Task objective
Beneath this task is a listing; retype all of it exactly.

Given records
-*-*-

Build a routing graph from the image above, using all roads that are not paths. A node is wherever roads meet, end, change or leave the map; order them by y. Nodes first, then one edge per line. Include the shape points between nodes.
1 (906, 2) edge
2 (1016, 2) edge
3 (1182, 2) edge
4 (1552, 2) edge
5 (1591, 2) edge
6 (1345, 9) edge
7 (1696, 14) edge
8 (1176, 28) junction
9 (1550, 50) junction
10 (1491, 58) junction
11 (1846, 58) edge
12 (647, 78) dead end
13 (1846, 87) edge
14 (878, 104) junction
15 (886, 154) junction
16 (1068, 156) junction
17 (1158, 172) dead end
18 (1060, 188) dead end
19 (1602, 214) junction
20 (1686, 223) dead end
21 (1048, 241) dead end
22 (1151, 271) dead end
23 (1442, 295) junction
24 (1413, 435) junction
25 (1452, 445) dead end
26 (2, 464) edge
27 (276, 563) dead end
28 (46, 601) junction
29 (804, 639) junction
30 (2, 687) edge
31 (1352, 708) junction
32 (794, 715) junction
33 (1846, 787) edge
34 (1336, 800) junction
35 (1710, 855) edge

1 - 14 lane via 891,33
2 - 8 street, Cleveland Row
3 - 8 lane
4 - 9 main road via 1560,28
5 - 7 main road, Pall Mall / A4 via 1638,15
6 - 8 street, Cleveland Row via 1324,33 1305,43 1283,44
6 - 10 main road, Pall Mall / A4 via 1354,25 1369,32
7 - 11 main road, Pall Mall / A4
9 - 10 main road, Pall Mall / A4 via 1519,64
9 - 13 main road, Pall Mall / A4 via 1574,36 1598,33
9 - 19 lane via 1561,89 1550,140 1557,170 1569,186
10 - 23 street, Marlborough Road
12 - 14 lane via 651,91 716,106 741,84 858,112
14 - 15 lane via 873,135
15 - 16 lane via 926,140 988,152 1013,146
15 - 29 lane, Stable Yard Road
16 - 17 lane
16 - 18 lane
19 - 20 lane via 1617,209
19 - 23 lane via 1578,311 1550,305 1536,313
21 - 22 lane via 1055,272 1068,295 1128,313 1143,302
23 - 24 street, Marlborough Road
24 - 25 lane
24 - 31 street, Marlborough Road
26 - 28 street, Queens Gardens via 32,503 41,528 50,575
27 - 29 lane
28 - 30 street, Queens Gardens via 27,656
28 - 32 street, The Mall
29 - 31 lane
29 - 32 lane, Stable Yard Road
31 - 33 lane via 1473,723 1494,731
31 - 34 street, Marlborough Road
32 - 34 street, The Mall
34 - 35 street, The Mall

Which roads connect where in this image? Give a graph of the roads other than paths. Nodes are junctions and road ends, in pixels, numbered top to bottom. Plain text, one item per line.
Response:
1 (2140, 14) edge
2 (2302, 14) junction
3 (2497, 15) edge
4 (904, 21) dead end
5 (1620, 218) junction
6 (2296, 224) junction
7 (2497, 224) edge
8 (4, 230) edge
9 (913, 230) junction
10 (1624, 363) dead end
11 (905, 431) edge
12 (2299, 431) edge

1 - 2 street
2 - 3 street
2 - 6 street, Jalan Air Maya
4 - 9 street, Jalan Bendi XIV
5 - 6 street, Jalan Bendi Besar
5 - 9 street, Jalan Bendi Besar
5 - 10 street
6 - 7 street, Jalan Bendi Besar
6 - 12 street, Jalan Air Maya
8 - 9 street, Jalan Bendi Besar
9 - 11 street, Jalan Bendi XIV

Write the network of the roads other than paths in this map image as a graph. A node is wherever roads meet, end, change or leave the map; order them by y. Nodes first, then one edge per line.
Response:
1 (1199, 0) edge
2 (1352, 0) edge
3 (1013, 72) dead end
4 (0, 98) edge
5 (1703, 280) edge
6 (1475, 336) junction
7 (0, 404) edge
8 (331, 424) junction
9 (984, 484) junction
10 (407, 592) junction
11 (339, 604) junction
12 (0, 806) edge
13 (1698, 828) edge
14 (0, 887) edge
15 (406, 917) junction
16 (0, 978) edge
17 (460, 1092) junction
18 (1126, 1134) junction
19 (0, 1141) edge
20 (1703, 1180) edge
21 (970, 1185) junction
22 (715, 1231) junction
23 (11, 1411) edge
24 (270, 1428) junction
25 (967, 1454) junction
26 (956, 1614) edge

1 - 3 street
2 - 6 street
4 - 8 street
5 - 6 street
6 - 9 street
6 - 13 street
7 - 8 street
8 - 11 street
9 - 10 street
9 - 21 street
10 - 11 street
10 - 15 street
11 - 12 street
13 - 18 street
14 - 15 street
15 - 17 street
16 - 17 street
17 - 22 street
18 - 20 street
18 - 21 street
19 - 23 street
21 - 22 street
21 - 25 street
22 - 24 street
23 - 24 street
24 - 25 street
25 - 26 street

-*-*-

Task solution
Build a routing graph from the image above, using all roads that are not paths. A node is wherever roads meet, end, change or leave the map; order them by y. Nodes first, then one edge per line. Include the shape points between nodes.
1 (906, 2) edge
2 (1016, 2) edge
3 (1182, 2) edge
4 (1552, 2) edge
5 (1591, 2) edge
6 (1345, 9) edge
7 (1696, 14) edge
8 (1176, 28) junction
9 (1550, 50) junction
10 (1491, 58) junction
11 (1846, 58) edge
12 (647, 78) dead end
13 (1846, 87) edge
14 (878, 104) junction
15 (886, 154) junction
16 (1068, 156) junction
17 (1158, 172) dead end
18 (1060, 188) dead end
19 (1602, 214) junction
20 (1686, 223) dead end
21 (1048, 241) dead end
22 (1151, 271) dead end
23 (1442, 295) junction
24 (1413, 435) junction
25 (1452, 445) dead end
26 (2, 464) edge
27 (276, 563) dead end
28 (46, 601) junction
29 (804, 639) junction
30 (2, 687) edge
31 (1352, 708) junction
32 (794, 715) junction
33 (1846, 787) edge
34 (1336, 800) junction
35 (1710, 855) edge

1 - 14 lane via 891,33
2 - 8 street, Cleveland Row
3 - 8 lane
4 - 9 main road via 1560,28
5 - 7 main road, Pall Mall / A4 via 1638,15
6 - 8 street, Cleveland Row via 1324,33 1305,43 1283,44
6 - 10 main road, Pall Mall / A4 via 1354,25 1369,32
7 - 11 main road, Pall Mall / A4
9 - 10 main road, Pall Mall / A4 via 1519,64
9 - 13 main road, Pall Mall / A4 via 1574,36 1598,33
9 - 19 lane via 1561,89 1550,140 1557,170 1569,186
10 - 23 street, Marlborough Road
12 - 14 lane via 651,91 716,106 741,84 858,112
14 - 15 lane via 873,135
15 - 16 lane via 926,140 988,152 1013,146
15 - 29 lane, Stable Yard Road
16 - 17 lane
16 - 18 lane
19 - 20 lane via 1617,209
19 - 23 lane via 1578,311 1550,305 1536,313
21 - 22 lane via 1055,272 1068,295 1128,313 1143,302
23 - 24 street, Marlborough Road
24 - 25 lane
24 - 31 street, Marlborough Road
26 - 28 street, Queens Gardens via 32,503 41,528 50,575
27 - 29 lane
28 - 30 street, Queens Gardens via 27,656
28 - 32 street, The Mall
29 - 31 lane
29 - 32 lane, Stable Yard Road
31 - 33 lane via 1473,723 1494,731
31 - 34 street, Marlborough Road
32 - 34 street, The Mall
34 - 35 street, The Mall

Which roads connect where in this image? Give a graph of the roads other than paths. Nodes are junctions and road ends, in pixels, numbered top to bottom. Plain text, one item per line.
Response:
1 (2140, 14) edge
2 (2302, 14) junction
3 (2497, 15) edge
4 (904, 21) dead end
5 (1620, 218) junction
6 (2296, 224) junction
7 (2497, 224) edge
8 (4, 230) edge
9 (913, 230) junction
10 (1624, 363) dead end
11 (905, 431) edge
12 (2299, 431) edge

1 - 2 street
2 - 3 street
2 - 6 street, Jalan Air Maya
4 - 9 street, Jalan Bendi XIV
5 - 6 street, Jalan Bendi Besar
5 - 9 street, Jalan Bendi Besar
5 - 10 street
6 - 7 street, Jalan Bendi Besar
6 - 12 street, Jalan Air Maya
8 - 9 street, Jalan Bendi Besar
9 - 11 street, Jalan Bendi XIV

Write the network of the roads other than paths in this map image as a graph. A node is wherever roads meet, end, change or leave the map; order them by y. Nodes first, then one edge per line.
Response:
1 (1199, 0) edge
2 (1352, 0) edge
3 (1013, 72) dead end
4 (0, 98) edge
5 (1703, 280) edge
6 (1475, 336) junction
7 (0, 404) edge
8 (331, 424) junction
9 (984, 484) junction
10 (407, 592) junction
11 (339, 604) junction
12 (0, 806) edge
13 (1698, 828) edge
14 (0, 887) edge
15 (406, 917) junction
16 (0, 978) edge
17 (460, 1092) junction
18 (1126, 1134) junction
19 (0, 1141) edge
20 (1703, 1180) edge
21 (970, 1185) junction
22 (715, 1231) junction
23 (11, 1411) edge
24 (270, 1428) junction
25 (967, 1454) junction
26 (956, 1614) edge

1 - 3 street
2 - 6 street
4 - 8 street
5 - 6 street
6 - 9 street
6 - 13 street
7 - 8 street
8 - 11 street
9 - 10 street
9 - 21 street
10 - 11 street
10 - 15 street
11 - 12 street
13 - 18 street
14 - 15 street
15 - 17 street
16 - 17 street
17 - 22 street
18 - 20 street
18 - 21 street
19 - 23 street
21 - 22 street
21 - 25 street
22 - 24 street
23 - 24 street
24 - 25 street
25 - 26 street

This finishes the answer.